As things are implemented currently, there is extra data associated with a snpeffdb dataset, which will not be included in your download, but which is necessary for snpEff. In other words, SnpEff genomes obtained through Galaxy cannot be exported from that particular Galaxy instance to anywhere else in a useable form. This situation is different from what you may be used to from other Galaxy-generated data, but is technically not easy to avoid.

So the remaining question is why you tried this approach in the first place. Was that in reaction to other ways not working either? If so that would most likely indicate a bug with a snpEff tool.
Otherwise, I would suggest you to download the snpEff genome again (creating a new dataset in your history), then use snpEff with that genome directly.

1 Like

Thanks @wm75 for the clarification!

@Karthikeyan_Thiyagar Please try this at the Galaxy EU server for now using the latest version of the SnpEff tools. This will avoid known prior issues with older versions (now fixed). It is fine to transfer other data between servers (your vcf data, etc). Please let us know how this goes!

Thanks @jennaj and @wm75, I just tried again to added the the same database with the latest version of snpEff tool, but showing the same error as before.

Please see the attached file with the files history.

1 Like

It looks like the file selected is the “available database” listing (tool SnpEff databases: list available databases).

You want to select the .db result in dataset 13 – that look like the result of the tool SnpEff build (and not SnpEff download) but both produce a “snpEff database” db output.

Note: Dataset 13 is a collection – so click on the collection “folder” icon instead of the single dataset icon to select the proper input.
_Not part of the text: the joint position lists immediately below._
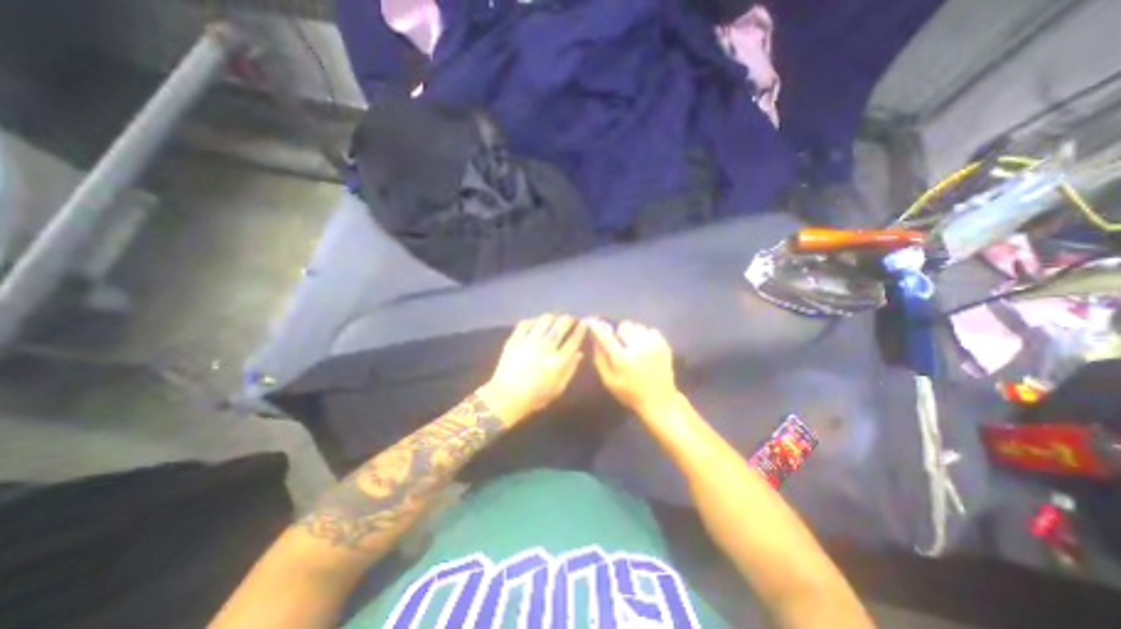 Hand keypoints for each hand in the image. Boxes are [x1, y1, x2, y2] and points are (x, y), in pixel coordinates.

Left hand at [479, 312, 588, 424]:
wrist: (506, 397)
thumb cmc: (535, 397)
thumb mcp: (558, 388)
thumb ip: (570, 370)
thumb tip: (579, 353)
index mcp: (557, 362)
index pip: (573, 340)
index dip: (581, 330)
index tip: (585, 323)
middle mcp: (545, 348)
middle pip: (560, 326)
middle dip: (568, 319)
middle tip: (571, 319)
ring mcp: (529, 342)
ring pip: (544, 320)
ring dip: (552, 317)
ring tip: (554, 319)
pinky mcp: (515, 339)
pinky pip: (526, 323)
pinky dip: (533, 321)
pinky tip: (536, 324)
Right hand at [590, 319, 677, 417]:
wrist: (659, 400)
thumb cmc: (630, 392)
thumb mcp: (609, 380)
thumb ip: (600, 358)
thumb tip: (594, 338)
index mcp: (622, 358)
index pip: (606, 336)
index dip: (597, 327)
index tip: (592, 321)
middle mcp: (638, 347)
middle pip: (624, 325)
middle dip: (620, 333)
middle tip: (621, 345)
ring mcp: (653, 344)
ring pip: (637, 326)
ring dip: (633, 334)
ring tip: (635, 348)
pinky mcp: (664, 344)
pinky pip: (650, 330)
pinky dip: (645, 336)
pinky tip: (646, 349) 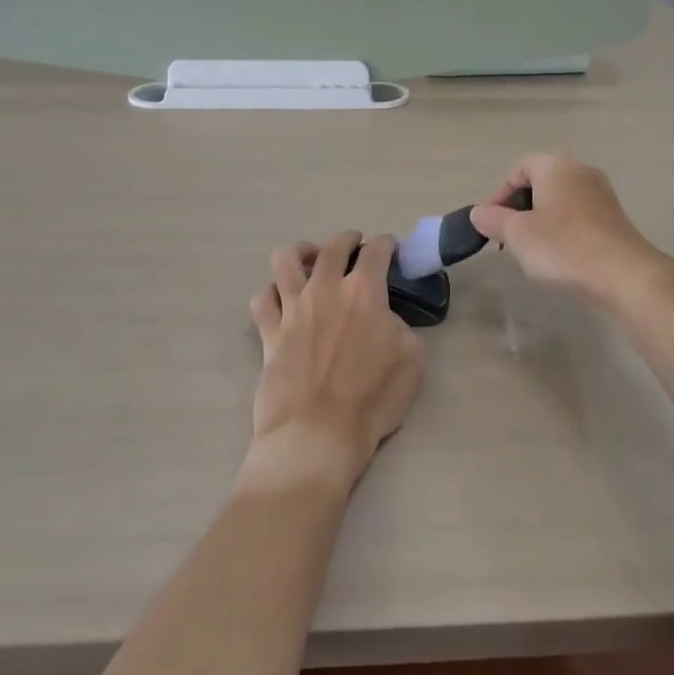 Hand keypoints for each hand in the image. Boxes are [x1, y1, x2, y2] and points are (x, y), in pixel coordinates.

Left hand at [244, 231, 424, 494]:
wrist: (316, 434)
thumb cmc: (372, 400)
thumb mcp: (411, 361)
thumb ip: (400, 328)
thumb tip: (385, 319)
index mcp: (364, 292)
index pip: (377, 251)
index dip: (386, 245)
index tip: (389, 250)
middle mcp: (325, 289)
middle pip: (332, 246)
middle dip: (347, 239)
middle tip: (354, 246)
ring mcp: (292, 309)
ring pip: (286, 259)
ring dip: (302, 252)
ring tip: (311, 260)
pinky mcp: (268, 332)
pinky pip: (262, 298)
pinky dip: (272, 292)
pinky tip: (282, 299)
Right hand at [469, 151, 668, 306]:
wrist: (624, 275)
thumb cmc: (563, 246)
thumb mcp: (516, 234)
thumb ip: (493, 219)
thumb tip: (478, 212)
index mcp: (555, 166)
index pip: (519, 169)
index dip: (500, 195)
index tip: (491, 223)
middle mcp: (581, 171)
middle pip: (541, 183)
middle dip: (521, 208)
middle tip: (509, 237)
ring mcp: (603, 194)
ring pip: (560, 201)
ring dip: (542, 221)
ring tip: (533, 250)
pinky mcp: (615, 218)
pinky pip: (579, 217)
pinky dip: (564, 230)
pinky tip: (561, 256)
Hover over the three icons to see the pop-ups describing what each of the three are for.

If choosing the .db input doesn’t work for some reason or you run into more problems, please confirm that this was done at the EU server (appears to be from the low usage of quota).

Thanks a lot Jennaj, the I found the same error message even with European Galaxy server. But I found an article, “https://journals.plos.org/plosone/article?id=10.1371/journal.pone.0137549” in that the authors used snpEff toolbox to annotate the SNPs using wheat reference sequence.
Article title " Mutation Scanning in Wheat by Exon Capture and Next-Generation Sequencing"

I contacted the corresponding author of this article via email and he said me to contact a Bioinformatician of that article to have an idea about the usage of snpEff. I will contact the Bioinformatician of the paper, if I found an answer or an idea to use the wheat snpEff database, I will post here. Thanks

1 Like

Hi, I was wondering how this was resolved.

I am facing a similar issue with trying to run SnpEff.

  • I tried downloading the SnpEff database directly from sourceforge and uploading it to Galaxy. However SnpEff eff says this file is unavailable (similar to the problem above). I think the issue has got to do with the metadata, but autodetect does not work.

  • The reason I tried the above method is because when I use the SnpEff download tool or SnpEff build tool, all I get is a file with 2 lines. Not sure why this happens.

I have tried both methods on both the Galaxy main instance and EU site. Unsure how to proceed, will be grateful for any suggestions.

1 Like

Right, this particular data does not work “from the history” when loaded this way. You have to create or download the database using the other tools.

The output with just a few lines is an internal link to the SnpEff database created on the server. The SnpEff tool form should recognize and accept it as a database input.

@wm75 explains more about this is one of the prior posts in this topic (scroll up) and in a new duplicated Topic/post here SnpEff errors while trying to run the tool.